Software Design: Principles, Models, and Patterns

Last Update: 2015/08/09

Abstract

This course is an introduction to the application of software design principles to the design of applications. This course approaches software design from three perspectives: the software engineering principles that enable development of quality software, modeling of software elements using the Unified Modeling Language (UML), and the application of design patterns as a means of reusing design models that are accepted best practices.

 

Software Design in most IT organizations is a collaborative effort, involving software engineers, managers, and other stakeholders in a project.   We will simulate that with several sessions devoted to interactive design.  The assignments will apply an agile design first methodology.  

 

See the section Course Logistics for information on text books, distance education, and the course meeting schedule.

Teaching Staff

Instructor

Eric Gieseke, ALM
Software Architect
Telephone: 781-330-9835
email: egieseke@fas.harvard.edu

Teaching Assistants

Robert Zupko

Takayuki Iida

Moshtaq Ahmed

Course Description

The working assumption for this course is that registered students are proficient in programming.  Our goal is to move beyond programming-specific concerns to a point where one can think through a design for a software application without having to write code.  It might be useful for you to apply the maxim that "You can't take people from where they're not to where they don't want to go" to yourself in deciding whether you want to take this course.  In particular, if you are taking this course with minimal prerequisites, or are taking this course as one of the three courses needed before you enroll in the ALM in IT, my advice is to wait until you have more background.  You might be able to meet the requirements for the programming aspects in the course, but will struggle through the process of design.

What is Software Design?

"Design" can be used as a verb to denote the process of finding a solution to a problem in the form of drawings and plans.  "Design" can also be used as a noun to denote the results of that process.  

To keep things simple, we can categorize software design problems based on the context in which they appear and the scope of the problem to be solved.

First, the problem might have fairly narrow scope and be closely tied to programming decisions.  For instance, the problem might be about choosing the right data structure and the algorithm to manipulate it to satisfy given functional requirements.  We'll refer to this as "detailed design."

Second, the problem might be how best to implement a run-time component that is either a stand-alone application or part of a larger system.  Here the scope is larger, and one has to think about what software modules will go into the component and how to implement the interactions between this component and other run-time components in the system to meet a given set of functional requirements.  We'll refer to this as "component design."

Third, the problem might be based on a set of functional requirements and the designer's task is to define a system made up of collaborating components that conspire to satisfy the given requirements.  We'll refer to this as "application design" or "system design."  We might even refer to it as "architecture."

In this course we focus primarily on component design.  We will "do design" by applying principles and patterns and by creating appropriate UML models.

One important aspect of component design that will be an integral part of each assignment is the definition of interfaces that the component makes available so that other components can interact with the component.  The term interface here is more general than the concept of interface defined in Java.

Prerequisites

CSCI E-22 (Data Structures) and proficiency in Java (CSCI E-10a and b are not sufficient).

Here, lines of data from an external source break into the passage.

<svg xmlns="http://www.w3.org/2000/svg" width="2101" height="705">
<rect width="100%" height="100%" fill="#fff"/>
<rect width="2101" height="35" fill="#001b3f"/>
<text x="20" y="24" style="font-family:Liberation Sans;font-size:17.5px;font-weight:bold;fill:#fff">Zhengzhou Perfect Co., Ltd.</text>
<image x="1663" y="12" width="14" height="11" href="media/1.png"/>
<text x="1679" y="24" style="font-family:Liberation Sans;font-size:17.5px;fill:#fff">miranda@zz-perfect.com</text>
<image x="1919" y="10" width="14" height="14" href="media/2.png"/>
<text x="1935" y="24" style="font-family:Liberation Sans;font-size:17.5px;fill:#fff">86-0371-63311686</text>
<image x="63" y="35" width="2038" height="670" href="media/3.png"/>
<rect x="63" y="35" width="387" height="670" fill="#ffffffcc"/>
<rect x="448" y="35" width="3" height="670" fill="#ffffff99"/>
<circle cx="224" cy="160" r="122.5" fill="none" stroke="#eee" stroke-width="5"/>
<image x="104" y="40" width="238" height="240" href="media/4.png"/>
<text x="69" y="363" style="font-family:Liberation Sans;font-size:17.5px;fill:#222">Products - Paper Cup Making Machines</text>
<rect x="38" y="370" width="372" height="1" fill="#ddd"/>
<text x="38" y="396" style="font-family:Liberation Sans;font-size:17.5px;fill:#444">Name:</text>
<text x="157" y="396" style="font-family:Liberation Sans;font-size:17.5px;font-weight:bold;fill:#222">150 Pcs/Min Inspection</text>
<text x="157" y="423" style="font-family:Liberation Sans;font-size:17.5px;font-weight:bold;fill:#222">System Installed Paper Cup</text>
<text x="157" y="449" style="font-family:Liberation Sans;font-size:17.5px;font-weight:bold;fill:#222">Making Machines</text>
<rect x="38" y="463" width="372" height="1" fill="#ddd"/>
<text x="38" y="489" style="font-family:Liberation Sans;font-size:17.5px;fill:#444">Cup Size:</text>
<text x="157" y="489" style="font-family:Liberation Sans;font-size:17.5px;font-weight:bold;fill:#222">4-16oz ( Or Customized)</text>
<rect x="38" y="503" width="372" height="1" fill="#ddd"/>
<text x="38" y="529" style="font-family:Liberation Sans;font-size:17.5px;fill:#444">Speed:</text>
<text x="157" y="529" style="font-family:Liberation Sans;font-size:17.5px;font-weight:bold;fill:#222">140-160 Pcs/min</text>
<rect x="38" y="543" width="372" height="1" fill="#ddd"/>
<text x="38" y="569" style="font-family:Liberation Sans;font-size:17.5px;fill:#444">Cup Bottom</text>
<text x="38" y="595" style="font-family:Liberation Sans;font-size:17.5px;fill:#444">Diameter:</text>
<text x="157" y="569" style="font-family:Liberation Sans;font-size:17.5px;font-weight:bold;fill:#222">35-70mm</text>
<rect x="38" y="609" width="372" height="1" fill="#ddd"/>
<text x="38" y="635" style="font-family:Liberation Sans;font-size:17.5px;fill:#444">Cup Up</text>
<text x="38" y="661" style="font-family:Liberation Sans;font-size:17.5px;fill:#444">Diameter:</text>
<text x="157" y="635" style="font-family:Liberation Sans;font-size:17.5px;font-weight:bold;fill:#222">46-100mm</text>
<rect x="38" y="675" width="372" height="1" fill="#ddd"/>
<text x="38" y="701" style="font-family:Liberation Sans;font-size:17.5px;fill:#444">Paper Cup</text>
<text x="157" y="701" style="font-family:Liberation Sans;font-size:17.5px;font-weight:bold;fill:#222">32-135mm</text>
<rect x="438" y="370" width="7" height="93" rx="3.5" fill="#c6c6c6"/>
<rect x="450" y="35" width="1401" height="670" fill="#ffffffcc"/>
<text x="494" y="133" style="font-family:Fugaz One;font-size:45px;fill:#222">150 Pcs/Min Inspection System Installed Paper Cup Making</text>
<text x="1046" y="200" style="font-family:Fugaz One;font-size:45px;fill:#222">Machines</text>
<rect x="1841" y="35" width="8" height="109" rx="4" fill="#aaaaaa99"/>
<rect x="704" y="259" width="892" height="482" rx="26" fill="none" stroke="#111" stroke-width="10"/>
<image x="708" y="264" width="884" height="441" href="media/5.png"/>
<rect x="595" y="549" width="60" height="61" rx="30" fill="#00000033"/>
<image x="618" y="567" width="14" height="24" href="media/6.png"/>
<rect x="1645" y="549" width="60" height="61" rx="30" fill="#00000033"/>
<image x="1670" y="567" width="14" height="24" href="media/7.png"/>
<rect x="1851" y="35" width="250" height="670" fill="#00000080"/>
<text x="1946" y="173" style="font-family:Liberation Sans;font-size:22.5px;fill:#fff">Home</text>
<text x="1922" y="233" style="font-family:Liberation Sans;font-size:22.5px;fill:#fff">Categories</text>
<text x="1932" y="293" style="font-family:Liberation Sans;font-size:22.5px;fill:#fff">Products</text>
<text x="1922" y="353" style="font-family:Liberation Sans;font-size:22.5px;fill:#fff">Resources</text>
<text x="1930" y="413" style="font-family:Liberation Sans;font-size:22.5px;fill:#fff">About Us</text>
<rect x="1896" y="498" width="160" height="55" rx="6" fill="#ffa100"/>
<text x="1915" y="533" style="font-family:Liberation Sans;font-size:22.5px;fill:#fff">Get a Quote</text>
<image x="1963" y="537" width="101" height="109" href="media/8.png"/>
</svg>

If you do not have these prerequisites, do not take this course – take an appropriate prerequisite. Proficiency in other languages, such as C++, Ada, COBOL, FORTRAN, or LISP, is not an appropriate substitute for Java.   It would be premature for you to take this course without a more substantial background.

What I expect you to know about Java

The proficiency requirement for Java is much stronger than a brief introduction. All examples in the lecture notes and all programming assignments will be done in Java (in particular, JDK 1.8).  You should be competent in the following aspects of Java:

• Basic language syntax and semantics
• Core packages: java.lang, java.util
• Core tools: javac, java
• You should be able to define your code in packages, such as cscie97.problem1, manage the directory structure required, set your classpath for compilation and execution, and so on

The first programming assignment, to be given out in week 1 as a warm-up exercise, should help you decide whether you have satisfactorily met the Java prerequisites.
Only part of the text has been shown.